== The problem ==
For the records below, report how many lines include "dead", with no accompanying text.

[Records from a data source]
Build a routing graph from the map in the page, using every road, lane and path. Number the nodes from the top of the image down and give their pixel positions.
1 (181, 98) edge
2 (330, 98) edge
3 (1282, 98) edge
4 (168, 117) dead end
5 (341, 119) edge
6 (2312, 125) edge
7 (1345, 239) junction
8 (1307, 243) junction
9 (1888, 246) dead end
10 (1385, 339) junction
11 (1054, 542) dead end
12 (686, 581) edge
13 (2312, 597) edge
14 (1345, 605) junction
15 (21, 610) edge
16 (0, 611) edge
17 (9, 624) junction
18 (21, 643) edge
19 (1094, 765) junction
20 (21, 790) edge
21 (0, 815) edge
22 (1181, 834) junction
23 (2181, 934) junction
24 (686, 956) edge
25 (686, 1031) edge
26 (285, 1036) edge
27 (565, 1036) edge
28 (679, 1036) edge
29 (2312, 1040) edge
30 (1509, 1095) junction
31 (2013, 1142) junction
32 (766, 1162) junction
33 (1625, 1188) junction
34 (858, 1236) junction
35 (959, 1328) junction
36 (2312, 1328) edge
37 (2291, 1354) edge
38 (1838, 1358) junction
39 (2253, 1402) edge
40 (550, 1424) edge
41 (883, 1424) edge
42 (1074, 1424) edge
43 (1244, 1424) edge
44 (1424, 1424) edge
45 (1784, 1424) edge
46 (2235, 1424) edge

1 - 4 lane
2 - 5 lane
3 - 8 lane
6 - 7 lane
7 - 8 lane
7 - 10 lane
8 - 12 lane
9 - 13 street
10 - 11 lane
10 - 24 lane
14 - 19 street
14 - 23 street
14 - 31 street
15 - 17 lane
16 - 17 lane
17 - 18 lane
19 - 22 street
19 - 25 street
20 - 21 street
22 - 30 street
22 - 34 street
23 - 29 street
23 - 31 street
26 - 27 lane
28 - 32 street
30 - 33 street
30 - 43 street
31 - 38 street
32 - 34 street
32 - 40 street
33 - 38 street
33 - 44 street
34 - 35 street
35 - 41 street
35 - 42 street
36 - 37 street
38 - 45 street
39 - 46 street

== Result of the exercise ==
3